- **WORK TASK**
Give the count of lines in the entries below that contain the string "Include", and only that count.

[Stored data]
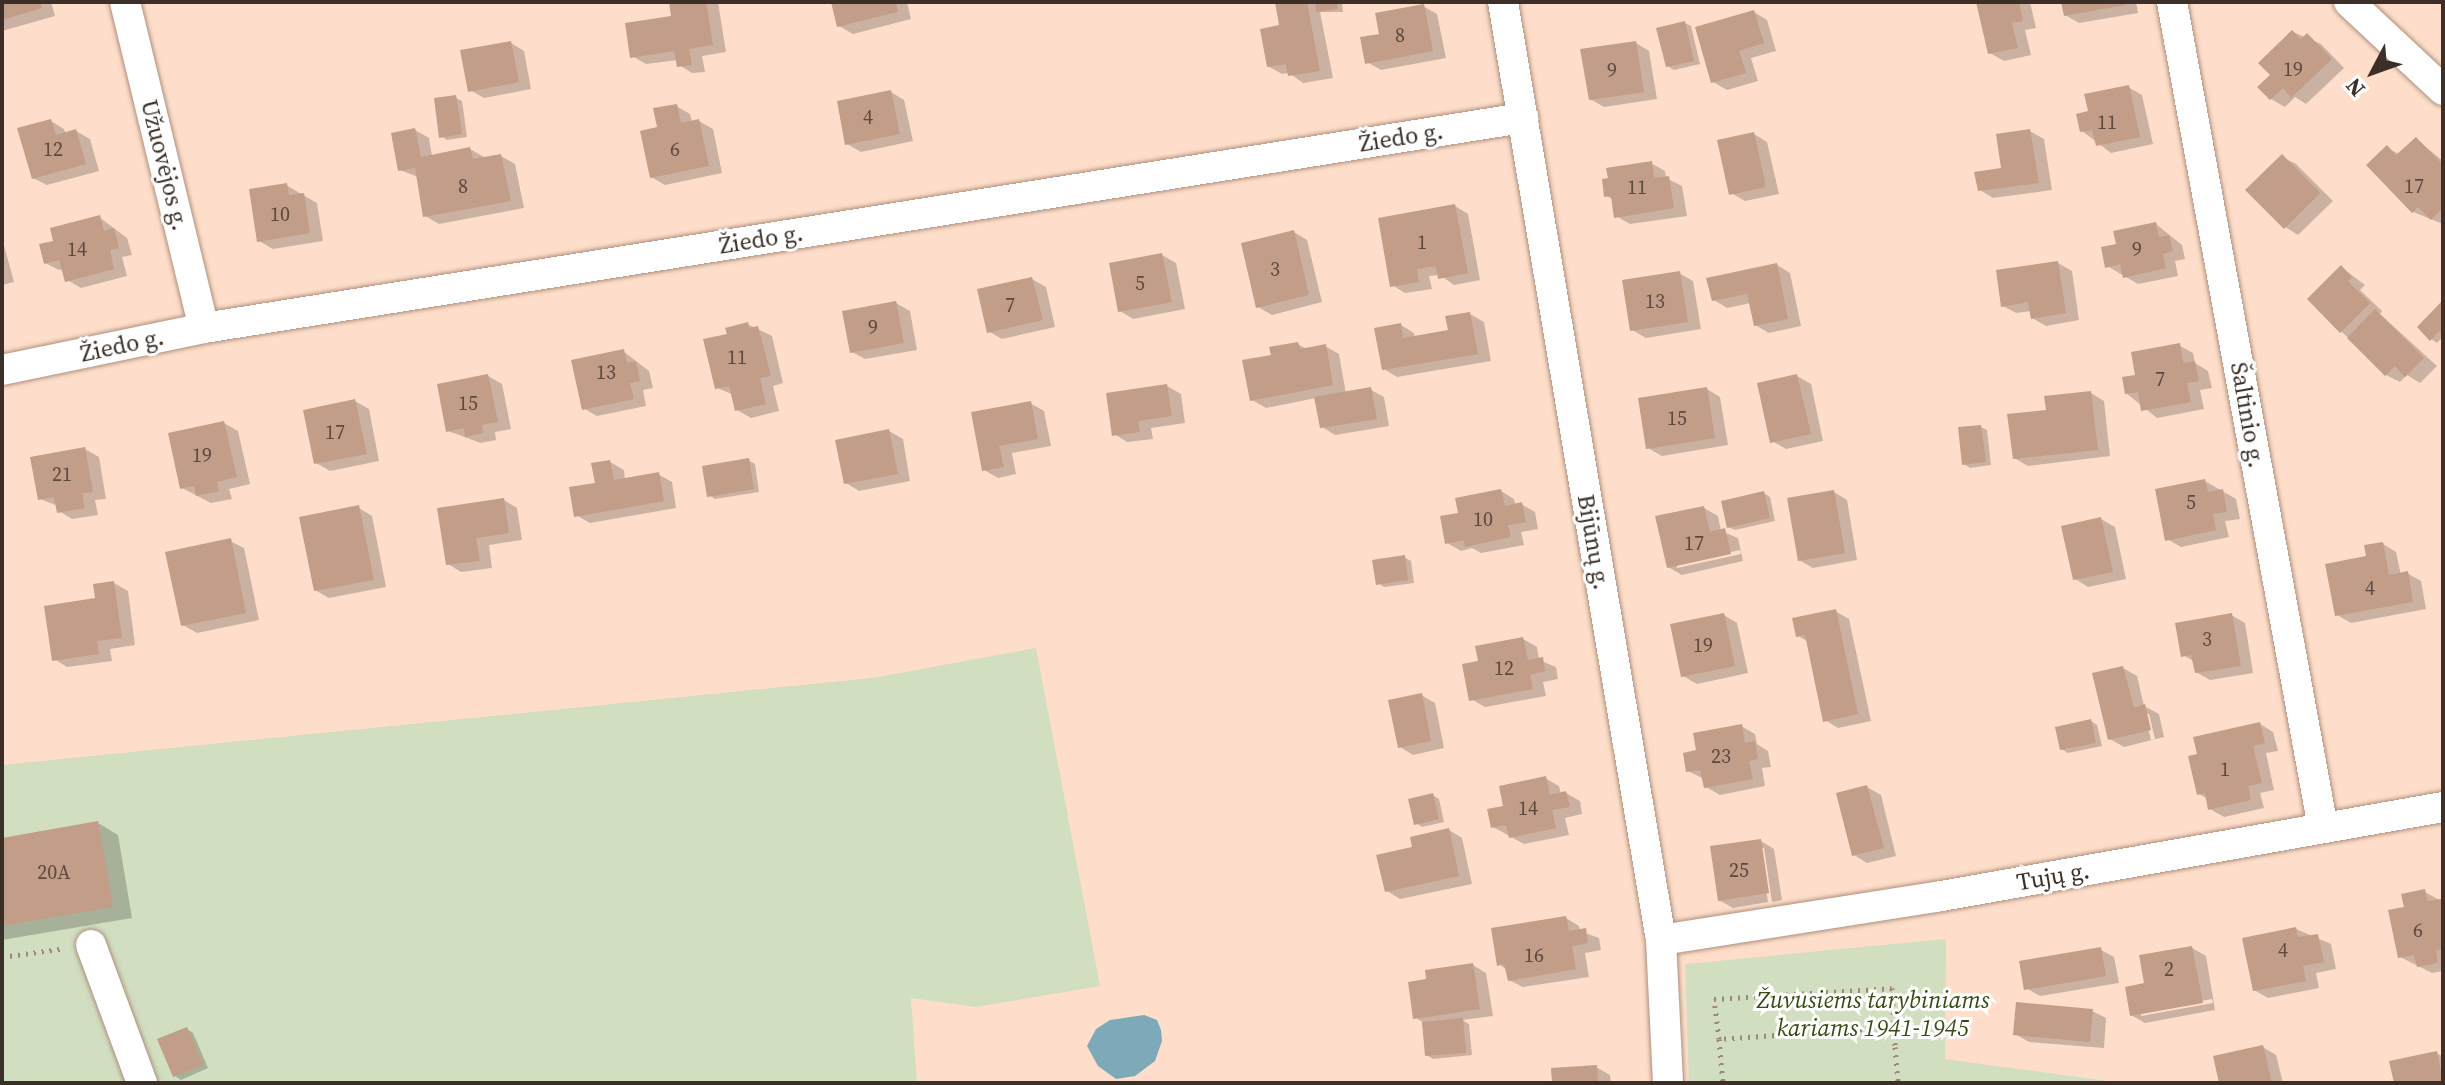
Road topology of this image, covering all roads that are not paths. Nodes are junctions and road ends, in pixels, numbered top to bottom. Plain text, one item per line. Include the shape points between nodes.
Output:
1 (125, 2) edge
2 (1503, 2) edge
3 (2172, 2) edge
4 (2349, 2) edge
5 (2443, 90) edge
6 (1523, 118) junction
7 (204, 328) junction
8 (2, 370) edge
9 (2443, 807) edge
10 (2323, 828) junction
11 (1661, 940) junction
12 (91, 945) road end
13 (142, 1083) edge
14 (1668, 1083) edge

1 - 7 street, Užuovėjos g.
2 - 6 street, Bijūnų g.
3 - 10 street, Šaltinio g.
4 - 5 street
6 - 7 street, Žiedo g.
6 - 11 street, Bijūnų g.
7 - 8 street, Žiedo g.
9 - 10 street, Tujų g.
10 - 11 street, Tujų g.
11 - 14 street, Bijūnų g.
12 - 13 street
--
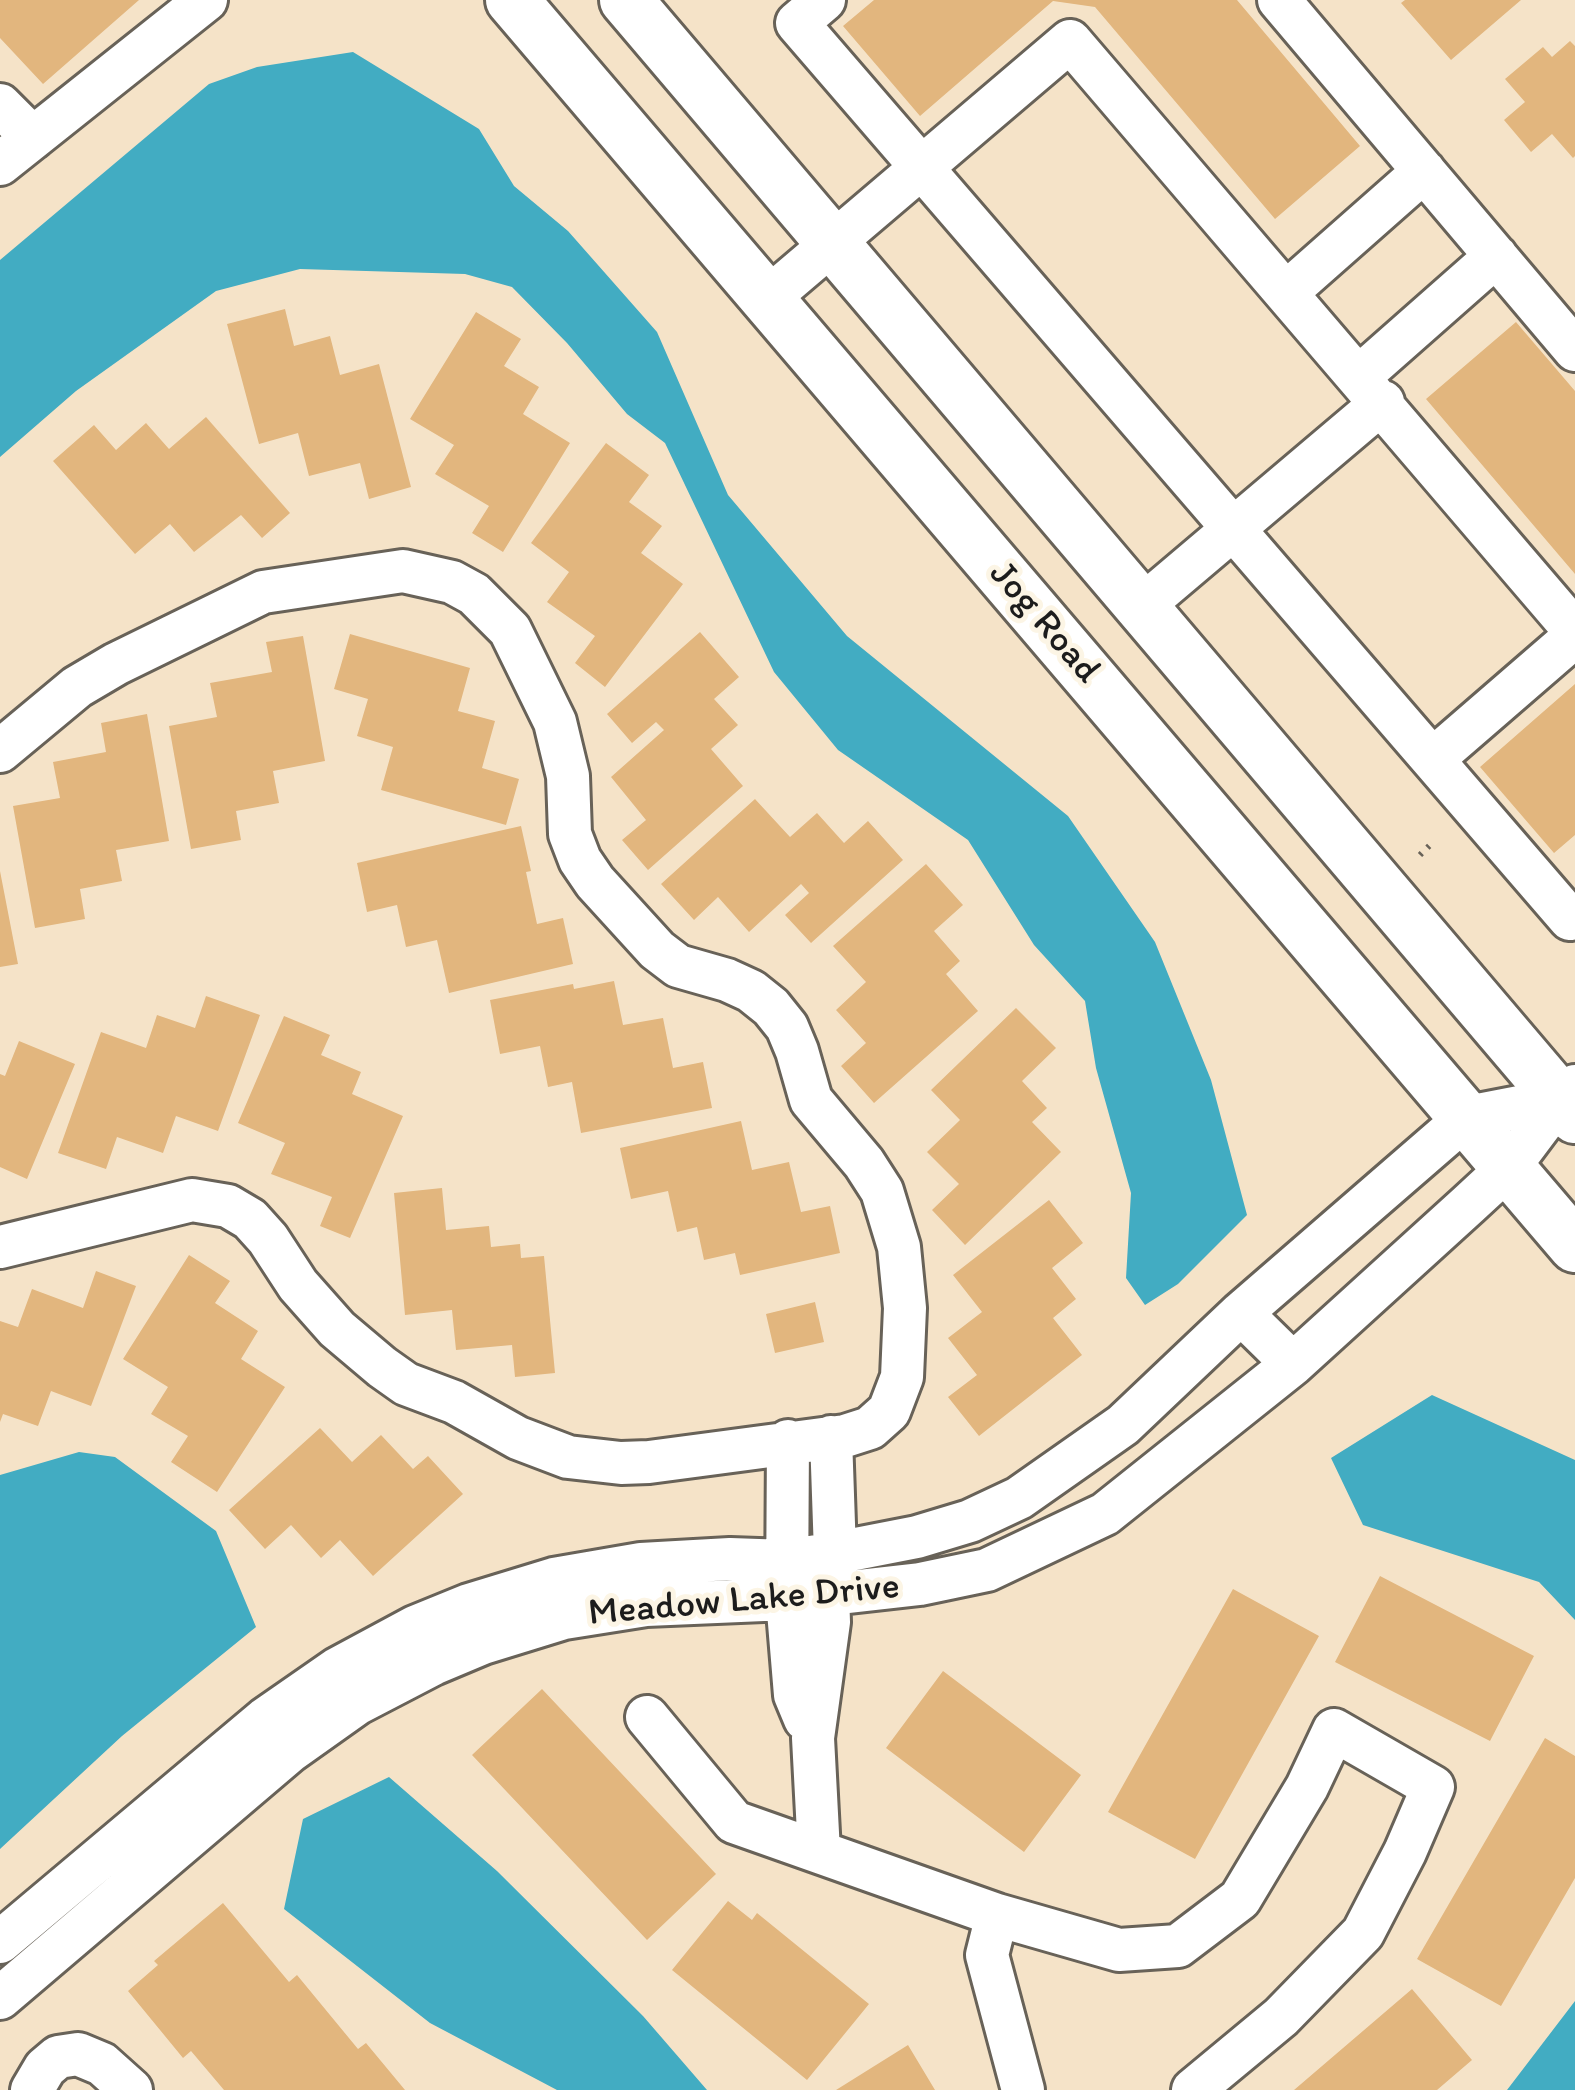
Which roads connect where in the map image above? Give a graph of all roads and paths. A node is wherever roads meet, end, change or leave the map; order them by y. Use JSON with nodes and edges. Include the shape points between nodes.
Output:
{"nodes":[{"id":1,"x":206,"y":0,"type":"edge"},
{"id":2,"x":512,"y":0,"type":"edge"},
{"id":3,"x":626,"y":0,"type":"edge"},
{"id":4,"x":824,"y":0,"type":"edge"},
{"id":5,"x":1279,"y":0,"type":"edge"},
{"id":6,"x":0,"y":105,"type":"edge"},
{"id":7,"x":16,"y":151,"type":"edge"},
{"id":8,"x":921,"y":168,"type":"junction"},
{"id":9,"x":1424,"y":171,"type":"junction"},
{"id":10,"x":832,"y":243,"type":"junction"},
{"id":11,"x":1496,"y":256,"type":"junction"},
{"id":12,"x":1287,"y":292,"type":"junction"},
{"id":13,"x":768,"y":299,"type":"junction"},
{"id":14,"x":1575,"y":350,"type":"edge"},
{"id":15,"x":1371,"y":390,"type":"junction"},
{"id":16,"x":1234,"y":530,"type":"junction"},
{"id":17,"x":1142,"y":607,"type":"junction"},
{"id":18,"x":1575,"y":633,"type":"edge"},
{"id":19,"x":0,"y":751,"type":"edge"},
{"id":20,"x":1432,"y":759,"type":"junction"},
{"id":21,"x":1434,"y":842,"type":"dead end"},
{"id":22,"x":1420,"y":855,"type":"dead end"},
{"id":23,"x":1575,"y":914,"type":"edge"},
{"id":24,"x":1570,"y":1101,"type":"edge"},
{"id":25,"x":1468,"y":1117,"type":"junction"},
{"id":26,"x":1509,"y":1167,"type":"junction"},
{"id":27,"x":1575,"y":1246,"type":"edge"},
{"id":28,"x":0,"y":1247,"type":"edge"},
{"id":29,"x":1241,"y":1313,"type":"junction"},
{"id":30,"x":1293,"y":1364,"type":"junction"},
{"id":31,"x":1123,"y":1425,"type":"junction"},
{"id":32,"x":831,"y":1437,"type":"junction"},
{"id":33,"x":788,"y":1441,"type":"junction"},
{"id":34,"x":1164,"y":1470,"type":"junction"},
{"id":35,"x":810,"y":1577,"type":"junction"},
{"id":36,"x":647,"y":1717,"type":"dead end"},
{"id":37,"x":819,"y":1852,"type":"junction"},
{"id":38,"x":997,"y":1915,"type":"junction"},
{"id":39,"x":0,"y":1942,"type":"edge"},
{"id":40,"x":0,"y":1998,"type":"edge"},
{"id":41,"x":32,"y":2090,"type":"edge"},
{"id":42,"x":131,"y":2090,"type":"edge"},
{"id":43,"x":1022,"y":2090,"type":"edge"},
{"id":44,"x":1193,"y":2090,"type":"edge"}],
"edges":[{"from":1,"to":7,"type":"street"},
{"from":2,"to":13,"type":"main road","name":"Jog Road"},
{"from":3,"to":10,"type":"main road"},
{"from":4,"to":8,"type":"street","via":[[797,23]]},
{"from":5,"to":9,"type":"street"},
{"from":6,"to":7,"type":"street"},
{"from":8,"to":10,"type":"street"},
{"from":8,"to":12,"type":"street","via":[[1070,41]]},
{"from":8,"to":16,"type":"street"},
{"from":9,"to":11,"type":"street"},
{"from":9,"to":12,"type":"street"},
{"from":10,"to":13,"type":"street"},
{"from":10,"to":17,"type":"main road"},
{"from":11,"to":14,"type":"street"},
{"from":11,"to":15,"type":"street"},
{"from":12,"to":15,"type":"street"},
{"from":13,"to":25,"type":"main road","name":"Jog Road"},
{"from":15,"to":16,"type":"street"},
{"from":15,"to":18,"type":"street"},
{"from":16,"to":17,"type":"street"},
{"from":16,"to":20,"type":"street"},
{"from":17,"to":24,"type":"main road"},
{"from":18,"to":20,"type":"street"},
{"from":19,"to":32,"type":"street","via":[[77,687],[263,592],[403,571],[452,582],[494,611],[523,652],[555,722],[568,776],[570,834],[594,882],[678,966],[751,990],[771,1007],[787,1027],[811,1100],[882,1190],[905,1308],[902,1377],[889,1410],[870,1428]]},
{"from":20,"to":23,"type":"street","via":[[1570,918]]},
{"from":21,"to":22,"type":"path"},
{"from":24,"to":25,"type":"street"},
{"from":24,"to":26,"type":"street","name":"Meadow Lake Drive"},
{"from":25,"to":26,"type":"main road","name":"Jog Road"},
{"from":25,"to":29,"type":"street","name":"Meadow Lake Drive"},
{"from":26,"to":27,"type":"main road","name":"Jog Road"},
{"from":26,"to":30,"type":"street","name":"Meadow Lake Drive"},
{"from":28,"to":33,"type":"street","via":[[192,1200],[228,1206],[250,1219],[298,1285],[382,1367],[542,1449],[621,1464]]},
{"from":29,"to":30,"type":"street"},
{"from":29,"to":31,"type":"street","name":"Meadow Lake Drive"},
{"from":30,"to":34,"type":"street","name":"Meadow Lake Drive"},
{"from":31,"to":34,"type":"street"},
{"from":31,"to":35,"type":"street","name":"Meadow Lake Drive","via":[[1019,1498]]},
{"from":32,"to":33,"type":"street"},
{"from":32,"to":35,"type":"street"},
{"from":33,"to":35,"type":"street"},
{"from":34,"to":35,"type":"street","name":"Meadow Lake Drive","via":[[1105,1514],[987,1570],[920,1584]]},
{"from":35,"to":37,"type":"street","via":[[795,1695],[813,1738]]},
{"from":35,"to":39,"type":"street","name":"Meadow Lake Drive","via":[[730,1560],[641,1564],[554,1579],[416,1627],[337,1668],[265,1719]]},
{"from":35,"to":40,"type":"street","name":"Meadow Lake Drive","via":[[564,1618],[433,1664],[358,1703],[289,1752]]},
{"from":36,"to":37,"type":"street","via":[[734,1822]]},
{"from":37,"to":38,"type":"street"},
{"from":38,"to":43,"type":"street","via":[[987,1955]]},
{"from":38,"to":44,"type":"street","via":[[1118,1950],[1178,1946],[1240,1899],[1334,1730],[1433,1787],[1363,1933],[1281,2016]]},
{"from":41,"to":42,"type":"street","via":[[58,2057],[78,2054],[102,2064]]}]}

- **ANSWER BELOW**
2